1) When plant immersed into hypo solution, water diffuses into the large
central vacuole by osmosis as the solution outside is less concentrated
than inside of the cell
2) The LCV expand causing it to swell
3) The vacuole and cytoplasm press outwards against the plasma
membrane, turns out press hard on the cell wall
4) The cell is said to be turgid and firm as the net flow of water into the cell
5) The plant cell doesnot burst bcz rigid cell wall is strong enough to resist
the increasing pressure within
6) The swelling of plant causes turgor pressure occurs to prevent taking in
too much water and bursting, like the RBC
7) Turgor pressure supports and maintain its shape of the cell
8) Turgidity of plant is for causing the guard cells in leave to swell so the
stomato remain open for photosynthesis
HYPERTONIC
1) Hyper solution contains higher concentration of solute (low concentration of
water) than of the cell.
Animal :
1) When RBC immersed into hyper solution, water diffuses out of the cell by osmosis
as the solution outside the cell more concentrated.
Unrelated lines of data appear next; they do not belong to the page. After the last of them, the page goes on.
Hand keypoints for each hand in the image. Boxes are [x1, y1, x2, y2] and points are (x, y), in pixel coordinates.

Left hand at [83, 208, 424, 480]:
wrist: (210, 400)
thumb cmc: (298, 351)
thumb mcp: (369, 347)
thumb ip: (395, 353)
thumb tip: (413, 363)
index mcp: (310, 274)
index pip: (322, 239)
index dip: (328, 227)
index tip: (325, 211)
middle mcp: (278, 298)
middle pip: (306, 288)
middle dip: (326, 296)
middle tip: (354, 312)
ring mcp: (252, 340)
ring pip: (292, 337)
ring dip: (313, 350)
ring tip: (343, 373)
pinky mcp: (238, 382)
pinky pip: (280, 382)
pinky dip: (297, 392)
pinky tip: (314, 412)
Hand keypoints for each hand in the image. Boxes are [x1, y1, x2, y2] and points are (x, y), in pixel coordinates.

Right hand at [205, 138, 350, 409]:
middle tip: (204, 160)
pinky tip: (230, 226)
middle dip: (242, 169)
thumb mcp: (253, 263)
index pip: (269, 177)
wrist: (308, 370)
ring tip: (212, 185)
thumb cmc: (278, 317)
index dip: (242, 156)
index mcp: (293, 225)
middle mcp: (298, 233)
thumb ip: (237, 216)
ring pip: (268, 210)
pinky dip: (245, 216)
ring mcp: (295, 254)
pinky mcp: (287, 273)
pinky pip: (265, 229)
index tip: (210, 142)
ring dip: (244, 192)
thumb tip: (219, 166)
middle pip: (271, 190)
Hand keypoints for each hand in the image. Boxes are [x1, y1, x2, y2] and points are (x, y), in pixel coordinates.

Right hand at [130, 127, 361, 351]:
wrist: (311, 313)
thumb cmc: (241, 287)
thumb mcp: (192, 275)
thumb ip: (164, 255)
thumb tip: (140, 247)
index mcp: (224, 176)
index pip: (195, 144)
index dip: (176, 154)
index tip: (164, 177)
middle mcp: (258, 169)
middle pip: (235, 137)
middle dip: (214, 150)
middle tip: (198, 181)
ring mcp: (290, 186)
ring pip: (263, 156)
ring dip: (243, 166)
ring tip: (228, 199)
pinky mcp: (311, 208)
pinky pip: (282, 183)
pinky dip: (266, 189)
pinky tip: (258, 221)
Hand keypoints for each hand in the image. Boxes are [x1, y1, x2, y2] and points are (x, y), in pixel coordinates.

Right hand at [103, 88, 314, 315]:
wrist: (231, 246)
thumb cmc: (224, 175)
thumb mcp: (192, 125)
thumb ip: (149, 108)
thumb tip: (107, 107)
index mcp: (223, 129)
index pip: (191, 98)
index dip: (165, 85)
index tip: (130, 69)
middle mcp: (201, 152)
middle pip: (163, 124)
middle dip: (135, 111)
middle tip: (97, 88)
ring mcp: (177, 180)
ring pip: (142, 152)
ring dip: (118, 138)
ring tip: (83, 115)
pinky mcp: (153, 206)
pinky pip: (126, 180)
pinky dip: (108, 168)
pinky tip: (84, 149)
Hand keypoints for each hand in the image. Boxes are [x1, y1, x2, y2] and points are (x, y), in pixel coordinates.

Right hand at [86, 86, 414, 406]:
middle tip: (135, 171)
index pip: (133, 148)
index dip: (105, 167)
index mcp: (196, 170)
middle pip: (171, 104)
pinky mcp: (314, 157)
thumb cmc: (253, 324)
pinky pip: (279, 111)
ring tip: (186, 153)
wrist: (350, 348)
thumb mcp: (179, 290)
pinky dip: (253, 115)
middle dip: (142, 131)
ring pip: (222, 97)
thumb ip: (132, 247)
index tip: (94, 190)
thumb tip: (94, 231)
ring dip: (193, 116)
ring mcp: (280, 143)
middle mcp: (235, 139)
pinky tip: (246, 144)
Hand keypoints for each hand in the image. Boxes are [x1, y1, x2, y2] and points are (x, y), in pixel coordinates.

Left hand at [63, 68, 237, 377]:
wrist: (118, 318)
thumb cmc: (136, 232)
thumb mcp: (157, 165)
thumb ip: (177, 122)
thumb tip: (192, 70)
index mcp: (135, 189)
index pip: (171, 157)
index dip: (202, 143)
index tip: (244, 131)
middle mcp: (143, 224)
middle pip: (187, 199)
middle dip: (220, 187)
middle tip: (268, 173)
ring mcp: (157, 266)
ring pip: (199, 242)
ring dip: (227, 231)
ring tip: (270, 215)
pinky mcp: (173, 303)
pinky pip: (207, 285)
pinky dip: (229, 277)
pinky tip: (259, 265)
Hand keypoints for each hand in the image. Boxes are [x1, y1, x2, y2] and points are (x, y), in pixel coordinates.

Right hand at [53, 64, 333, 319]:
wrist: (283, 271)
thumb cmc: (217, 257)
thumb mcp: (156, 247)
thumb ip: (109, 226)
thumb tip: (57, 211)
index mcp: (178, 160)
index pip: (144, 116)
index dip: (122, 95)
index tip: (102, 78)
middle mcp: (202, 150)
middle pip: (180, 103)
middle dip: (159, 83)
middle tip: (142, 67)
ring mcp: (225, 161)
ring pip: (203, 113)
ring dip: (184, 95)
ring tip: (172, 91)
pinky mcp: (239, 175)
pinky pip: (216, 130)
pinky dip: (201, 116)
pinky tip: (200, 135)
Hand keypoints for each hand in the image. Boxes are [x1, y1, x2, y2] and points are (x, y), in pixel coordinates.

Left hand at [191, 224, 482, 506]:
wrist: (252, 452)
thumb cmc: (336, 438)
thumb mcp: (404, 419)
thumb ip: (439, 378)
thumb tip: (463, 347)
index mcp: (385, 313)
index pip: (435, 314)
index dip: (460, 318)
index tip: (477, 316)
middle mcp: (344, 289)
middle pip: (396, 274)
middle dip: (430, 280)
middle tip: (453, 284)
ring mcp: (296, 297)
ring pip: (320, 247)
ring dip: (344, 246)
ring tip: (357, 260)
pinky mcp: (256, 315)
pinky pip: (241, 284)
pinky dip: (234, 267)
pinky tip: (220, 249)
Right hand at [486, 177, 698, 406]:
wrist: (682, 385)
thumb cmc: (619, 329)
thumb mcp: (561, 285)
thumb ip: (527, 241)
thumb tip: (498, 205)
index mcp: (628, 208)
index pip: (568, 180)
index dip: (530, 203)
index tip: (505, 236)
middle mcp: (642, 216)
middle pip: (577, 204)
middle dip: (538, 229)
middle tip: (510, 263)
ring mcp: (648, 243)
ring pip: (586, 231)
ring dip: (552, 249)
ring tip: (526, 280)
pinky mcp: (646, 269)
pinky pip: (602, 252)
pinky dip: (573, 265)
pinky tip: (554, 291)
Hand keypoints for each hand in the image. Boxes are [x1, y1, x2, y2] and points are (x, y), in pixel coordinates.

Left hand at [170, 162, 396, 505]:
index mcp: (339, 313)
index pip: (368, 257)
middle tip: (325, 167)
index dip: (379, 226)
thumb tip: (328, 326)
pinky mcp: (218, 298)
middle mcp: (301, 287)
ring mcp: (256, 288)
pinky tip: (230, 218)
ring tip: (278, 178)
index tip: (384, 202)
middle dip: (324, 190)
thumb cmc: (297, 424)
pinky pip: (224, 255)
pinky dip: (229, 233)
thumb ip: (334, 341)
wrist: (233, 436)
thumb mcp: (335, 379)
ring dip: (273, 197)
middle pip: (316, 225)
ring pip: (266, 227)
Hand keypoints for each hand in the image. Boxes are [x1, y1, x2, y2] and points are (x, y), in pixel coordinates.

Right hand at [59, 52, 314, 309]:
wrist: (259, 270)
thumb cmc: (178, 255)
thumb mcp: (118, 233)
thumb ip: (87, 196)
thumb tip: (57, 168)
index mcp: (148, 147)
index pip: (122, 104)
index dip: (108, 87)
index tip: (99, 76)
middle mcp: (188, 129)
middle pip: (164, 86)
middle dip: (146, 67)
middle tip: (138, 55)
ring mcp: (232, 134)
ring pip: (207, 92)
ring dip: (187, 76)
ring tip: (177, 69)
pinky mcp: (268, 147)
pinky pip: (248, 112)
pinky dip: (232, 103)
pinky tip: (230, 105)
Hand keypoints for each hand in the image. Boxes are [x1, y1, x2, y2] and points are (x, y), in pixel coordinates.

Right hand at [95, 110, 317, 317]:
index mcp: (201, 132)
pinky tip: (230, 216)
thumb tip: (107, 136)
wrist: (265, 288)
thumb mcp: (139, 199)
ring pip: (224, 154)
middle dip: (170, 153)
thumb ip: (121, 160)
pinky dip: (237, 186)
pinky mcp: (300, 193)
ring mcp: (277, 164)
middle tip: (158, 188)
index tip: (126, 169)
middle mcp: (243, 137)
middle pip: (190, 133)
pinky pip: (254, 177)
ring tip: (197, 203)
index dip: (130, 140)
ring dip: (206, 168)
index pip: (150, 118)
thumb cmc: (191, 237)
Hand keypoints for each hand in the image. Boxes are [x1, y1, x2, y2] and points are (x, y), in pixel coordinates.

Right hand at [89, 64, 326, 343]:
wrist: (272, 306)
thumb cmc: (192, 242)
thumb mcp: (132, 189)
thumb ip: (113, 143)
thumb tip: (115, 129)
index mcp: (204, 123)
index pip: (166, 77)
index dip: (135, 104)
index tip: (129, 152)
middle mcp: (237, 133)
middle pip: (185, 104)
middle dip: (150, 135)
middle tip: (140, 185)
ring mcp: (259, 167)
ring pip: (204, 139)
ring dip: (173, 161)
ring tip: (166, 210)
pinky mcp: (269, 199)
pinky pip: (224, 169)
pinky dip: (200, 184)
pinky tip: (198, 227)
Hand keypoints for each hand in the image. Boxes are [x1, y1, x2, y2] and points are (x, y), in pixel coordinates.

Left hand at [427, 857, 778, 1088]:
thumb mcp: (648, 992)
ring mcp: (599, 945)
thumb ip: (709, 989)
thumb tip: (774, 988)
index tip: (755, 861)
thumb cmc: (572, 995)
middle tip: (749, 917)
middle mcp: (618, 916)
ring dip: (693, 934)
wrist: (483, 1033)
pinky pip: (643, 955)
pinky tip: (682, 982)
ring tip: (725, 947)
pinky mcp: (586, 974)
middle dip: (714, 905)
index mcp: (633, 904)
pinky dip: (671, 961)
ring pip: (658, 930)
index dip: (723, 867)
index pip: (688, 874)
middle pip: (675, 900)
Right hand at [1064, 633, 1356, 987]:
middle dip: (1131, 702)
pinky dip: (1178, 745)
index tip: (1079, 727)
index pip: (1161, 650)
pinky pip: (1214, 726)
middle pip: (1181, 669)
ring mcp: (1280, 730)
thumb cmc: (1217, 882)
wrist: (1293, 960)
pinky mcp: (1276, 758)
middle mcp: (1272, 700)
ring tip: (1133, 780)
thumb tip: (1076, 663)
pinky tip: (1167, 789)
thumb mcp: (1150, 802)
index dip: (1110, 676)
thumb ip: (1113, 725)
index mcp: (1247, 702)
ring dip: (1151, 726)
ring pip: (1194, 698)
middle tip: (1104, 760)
2) The cell loses water to the external environment, shrivel and plasma membrane
crinkles up.
3) This is known as crenation
Plants:
1) When plant is immersed in hyper solution, water diffuses out of the LCV by
osmosis
2) Both vacuole and cytoplasm lose water and shrink. The plasma membrane pulls
away from the cell wall.this is known as plasmolysis.
3) The plant cel become flaccid and less turgid but the cell wall doesnot shrink bcz
its strong
4) The flaccidity of plant leads to wilting and then death.
5) Non-woody plant like herbaceous plant rely on turgor pressure to keep stem
erect. When wilting happens. Leaves become limps and stems will drop.
6) However, plant cell can become turgud again by immersing it into hypo solution.